Find every line in the records that holds the string "place". Copy each one.

(Saved data entries)
--- --- ---

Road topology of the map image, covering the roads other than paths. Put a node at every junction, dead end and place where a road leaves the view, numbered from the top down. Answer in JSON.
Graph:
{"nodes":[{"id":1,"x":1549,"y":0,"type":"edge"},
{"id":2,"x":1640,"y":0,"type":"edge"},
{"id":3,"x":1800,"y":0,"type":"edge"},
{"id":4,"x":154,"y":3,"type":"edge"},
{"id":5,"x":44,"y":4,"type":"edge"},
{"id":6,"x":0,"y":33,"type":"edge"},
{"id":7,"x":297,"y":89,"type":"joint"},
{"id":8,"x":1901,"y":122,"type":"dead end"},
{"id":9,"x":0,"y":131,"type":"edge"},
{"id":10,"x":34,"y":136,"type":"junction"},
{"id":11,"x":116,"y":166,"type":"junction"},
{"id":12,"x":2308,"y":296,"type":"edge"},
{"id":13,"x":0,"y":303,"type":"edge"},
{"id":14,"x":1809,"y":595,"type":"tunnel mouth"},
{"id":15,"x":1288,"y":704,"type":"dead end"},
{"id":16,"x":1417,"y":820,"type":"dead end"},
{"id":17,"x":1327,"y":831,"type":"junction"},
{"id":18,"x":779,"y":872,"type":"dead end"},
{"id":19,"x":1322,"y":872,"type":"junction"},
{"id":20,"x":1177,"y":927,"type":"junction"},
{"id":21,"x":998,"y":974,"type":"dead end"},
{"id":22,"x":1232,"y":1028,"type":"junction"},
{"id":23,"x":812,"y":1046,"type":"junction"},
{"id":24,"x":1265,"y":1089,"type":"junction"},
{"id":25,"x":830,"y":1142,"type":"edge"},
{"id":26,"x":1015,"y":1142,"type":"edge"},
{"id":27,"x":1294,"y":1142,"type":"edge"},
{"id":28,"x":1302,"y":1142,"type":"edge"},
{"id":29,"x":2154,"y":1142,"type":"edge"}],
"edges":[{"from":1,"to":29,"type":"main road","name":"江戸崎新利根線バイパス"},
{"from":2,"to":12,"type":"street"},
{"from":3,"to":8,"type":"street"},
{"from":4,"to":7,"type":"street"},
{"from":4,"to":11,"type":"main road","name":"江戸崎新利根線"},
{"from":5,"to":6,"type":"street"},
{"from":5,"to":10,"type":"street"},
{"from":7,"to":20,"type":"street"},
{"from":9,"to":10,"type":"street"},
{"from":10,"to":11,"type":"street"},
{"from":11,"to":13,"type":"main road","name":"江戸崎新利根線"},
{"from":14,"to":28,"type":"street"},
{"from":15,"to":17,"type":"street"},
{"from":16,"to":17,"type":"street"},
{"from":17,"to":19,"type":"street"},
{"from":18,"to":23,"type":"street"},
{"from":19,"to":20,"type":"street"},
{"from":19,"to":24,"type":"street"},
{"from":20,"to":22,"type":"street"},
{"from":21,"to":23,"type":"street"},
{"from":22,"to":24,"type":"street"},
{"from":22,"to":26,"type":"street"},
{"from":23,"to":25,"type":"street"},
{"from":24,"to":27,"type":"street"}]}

--- --- ---

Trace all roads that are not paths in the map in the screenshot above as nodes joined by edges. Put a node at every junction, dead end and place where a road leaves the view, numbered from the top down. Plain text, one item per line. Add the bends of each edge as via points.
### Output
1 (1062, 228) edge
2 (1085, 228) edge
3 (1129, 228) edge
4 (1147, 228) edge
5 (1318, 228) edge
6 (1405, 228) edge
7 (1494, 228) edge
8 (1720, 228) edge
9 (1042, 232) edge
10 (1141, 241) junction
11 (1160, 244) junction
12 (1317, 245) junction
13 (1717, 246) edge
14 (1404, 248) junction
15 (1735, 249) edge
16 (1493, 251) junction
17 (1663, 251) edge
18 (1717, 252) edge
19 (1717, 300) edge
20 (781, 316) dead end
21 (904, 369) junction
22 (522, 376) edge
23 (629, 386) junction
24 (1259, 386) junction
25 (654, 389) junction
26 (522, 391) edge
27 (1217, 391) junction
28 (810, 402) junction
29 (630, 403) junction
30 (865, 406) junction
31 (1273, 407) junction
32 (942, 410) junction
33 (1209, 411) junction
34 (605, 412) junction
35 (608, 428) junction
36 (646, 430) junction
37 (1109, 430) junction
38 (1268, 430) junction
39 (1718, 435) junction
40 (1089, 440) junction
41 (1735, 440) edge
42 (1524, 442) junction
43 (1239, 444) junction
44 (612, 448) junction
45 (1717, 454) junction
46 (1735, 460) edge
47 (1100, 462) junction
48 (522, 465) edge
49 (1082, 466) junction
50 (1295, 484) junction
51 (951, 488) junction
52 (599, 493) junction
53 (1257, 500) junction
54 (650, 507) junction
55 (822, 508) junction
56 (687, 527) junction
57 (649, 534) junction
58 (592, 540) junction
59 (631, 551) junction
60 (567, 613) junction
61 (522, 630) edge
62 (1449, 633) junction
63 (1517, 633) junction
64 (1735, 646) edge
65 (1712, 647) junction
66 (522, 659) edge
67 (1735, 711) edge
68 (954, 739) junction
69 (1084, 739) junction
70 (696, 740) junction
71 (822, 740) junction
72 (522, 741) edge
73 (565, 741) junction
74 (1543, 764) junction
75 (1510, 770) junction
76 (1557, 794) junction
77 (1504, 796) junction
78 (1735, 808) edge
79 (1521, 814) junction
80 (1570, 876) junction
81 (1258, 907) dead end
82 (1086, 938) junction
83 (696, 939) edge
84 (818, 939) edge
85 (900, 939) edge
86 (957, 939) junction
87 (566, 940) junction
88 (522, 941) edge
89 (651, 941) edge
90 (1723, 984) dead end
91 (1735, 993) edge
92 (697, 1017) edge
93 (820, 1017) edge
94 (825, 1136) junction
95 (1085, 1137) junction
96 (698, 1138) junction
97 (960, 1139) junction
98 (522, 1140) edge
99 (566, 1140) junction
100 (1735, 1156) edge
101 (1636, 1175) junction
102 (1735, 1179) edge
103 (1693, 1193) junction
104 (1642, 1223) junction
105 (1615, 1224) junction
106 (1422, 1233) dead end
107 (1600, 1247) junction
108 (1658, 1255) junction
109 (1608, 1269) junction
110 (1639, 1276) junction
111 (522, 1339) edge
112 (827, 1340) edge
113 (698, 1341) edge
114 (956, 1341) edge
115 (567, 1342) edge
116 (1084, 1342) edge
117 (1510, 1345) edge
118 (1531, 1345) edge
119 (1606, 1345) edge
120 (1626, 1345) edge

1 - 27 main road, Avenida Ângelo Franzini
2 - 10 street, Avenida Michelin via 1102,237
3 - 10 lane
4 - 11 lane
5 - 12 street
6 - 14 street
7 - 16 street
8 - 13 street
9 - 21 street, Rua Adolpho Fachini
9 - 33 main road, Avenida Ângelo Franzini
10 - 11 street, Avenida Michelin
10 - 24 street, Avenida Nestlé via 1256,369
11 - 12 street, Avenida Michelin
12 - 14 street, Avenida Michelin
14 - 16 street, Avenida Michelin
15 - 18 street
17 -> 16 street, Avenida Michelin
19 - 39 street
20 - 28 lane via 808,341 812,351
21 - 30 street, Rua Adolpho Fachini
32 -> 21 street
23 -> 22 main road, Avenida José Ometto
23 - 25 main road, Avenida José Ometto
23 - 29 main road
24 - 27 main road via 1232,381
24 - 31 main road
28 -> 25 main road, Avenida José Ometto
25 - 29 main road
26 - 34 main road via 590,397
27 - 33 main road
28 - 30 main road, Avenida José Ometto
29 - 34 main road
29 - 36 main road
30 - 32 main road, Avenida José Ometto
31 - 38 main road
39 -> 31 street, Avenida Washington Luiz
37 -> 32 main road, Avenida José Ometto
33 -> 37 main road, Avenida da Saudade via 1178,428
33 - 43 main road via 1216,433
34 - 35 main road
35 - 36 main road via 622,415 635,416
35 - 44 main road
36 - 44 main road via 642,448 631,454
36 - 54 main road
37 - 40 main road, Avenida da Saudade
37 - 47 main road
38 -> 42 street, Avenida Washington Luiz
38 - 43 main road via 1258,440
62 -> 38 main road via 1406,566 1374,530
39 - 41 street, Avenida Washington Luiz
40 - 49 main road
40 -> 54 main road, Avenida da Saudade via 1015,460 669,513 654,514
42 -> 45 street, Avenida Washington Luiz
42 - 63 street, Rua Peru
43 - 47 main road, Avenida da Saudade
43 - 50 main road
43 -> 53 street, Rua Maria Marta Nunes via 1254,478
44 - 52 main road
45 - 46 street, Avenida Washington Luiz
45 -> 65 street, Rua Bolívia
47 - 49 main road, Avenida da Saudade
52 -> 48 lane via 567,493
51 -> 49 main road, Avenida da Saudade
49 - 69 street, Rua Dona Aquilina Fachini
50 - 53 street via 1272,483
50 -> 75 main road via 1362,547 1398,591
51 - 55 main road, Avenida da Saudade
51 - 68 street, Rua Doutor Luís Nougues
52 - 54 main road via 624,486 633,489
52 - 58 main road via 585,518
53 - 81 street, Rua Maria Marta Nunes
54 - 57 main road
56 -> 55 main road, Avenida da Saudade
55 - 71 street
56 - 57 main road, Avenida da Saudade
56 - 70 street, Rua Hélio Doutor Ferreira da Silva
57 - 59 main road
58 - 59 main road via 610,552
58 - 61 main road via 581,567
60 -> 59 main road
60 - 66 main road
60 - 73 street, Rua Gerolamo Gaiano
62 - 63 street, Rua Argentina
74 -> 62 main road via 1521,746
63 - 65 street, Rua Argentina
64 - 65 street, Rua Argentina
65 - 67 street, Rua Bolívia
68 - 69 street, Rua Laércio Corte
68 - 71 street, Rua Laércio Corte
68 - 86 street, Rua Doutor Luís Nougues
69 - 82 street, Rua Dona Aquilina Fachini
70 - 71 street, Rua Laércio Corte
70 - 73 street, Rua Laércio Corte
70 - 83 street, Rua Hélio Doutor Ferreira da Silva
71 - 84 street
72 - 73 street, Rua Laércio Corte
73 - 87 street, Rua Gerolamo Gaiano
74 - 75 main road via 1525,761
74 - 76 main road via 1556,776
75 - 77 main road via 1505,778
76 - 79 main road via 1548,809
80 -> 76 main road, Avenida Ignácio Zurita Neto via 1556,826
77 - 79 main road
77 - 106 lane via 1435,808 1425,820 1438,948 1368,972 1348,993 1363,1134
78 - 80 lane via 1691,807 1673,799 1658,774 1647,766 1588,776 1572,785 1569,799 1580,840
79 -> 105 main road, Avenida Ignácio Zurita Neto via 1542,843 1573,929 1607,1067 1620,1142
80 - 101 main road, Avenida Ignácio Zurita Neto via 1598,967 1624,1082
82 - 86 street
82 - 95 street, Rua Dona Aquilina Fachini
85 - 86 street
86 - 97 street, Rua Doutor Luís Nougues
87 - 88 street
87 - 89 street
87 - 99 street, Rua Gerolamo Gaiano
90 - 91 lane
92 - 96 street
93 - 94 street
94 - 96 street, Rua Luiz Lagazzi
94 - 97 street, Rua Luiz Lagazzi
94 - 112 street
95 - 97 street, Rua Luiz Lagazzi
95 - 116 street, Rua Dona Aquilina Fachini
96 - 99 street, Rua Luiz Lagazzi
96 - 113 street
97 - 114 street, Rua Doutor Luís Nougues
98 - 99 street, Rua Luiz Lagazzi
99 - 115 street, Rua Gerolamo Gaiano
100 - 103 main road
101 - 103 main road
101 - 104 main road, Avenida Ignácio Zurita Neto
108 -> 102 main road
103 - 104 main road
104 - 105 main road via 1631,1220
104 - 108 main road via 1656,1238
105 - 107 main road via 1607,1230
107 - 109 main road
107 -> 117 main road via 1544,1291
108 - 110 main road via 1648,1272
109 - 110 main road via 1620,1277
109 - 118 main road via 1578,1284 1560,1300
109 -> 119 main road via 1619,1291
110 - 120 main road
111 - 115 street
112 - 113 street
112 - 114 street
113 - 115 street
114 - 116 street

--- --- ---

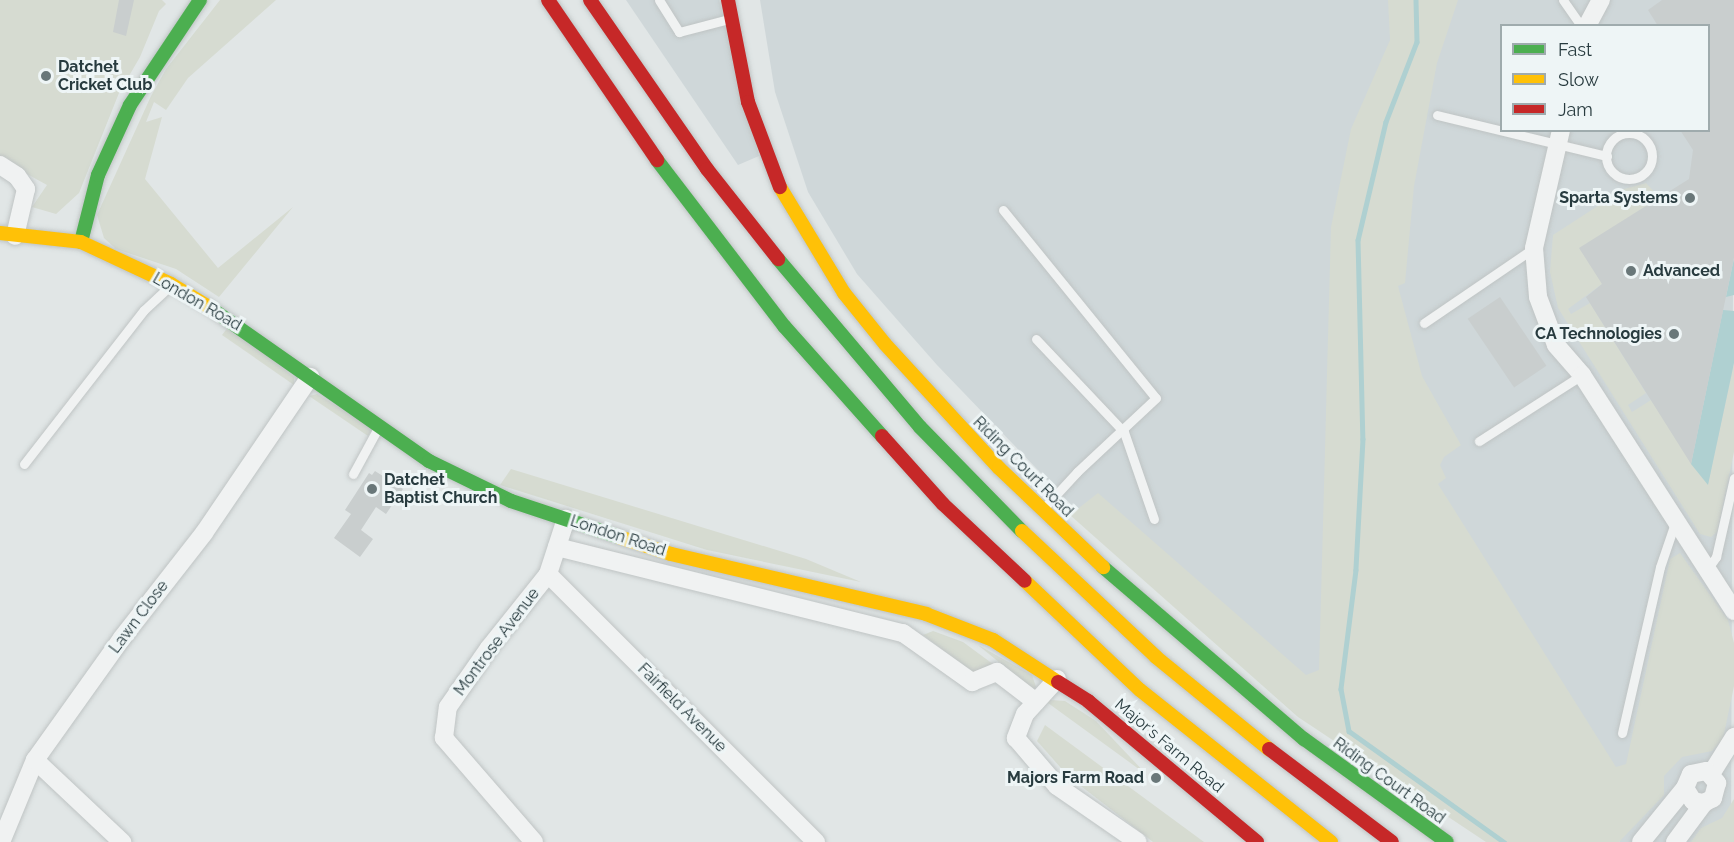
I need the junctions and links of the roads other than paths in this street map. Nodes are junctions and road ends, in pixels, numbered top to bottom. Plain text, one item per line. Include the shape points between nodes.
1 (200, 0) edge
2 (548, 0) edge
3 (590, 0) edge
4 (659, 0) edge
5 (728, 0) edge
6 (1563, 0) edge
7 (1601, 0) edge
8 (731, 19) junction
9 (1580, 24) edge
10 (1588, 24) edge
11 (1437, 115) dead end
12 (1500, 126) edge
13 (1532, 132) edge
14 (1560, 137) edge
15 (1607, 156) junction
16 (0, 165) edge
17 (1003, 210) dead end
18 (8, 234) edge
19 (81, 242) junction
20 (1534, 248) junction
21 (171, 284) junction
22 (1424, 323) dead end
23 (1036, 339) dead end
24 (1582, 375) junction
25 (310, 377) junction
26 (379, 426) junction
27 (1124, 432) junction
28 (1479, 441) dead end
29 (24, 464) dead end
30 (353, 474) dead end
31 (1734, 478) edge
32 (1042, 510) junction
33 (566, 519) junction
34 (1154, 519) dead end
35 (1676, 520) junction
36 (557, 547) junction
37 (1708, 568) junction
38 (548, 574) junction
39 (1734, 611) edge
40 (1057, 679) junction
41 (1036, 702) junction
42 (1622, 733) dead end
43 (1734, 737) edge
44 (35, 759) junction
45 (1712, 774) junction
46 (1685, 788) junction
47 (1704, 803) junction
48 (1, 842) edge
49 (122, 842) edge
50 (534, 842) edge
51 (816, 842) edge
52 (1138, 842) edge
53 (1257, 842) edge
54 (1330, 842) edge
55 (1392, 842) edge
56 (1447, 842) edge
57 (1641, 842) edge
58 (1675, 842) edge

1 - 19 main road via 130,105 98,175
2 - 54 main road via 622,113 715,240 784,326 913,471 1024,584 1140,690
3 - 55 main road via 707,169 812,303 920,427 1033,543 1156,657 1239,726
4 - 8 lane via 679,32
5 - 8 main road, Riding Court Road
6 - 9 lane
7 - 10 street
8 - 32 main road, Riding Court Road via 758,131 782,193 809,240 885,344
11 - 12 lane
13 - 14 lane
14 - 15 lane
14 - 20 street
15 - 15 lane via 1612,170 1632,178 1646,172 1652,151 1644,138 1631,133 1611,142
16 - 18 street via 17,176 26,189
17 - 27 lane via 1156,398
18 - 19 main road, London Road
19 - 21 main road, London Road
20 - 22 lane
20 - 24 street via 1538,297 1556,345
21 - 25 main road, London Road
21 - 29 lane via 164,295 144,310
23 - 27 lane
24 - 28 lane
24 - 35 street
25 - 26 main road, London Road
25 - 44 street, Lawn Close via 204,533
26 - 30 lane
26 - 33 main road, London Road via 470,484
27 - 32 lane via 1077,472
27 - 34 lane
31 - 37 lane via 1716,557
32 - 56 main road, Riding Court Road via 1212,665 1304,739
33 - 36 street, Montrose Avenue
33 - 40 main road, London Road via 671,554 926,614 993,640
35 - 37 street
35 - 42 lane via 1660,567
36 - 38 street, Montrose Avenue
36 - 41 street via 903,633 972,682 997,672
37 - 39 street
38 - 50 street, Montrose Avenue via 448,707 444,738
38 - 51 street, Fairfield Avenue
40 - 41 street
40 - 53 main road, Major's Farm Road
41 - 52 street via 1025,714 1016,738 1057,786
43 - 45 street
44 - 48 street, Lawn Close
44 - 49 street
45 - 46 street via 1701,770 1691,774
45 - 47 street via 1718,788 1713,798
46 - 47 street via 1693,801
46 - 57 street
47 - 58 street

--- --- ---

Answer to the exercise:
Road topology of the map image, covering the roads other than paths. Put a node at every junction, dead end and place where a road leaves the view, numbered from the top down. Answer in JSON.
Trace all roads that are not paths in the map in the screenshot above as nodes joined by edges. Put a node at every junction, dead end and place where a road leaves the view, numbered from the top down. Plain text, one item per line. Add the bends of each edge as via points.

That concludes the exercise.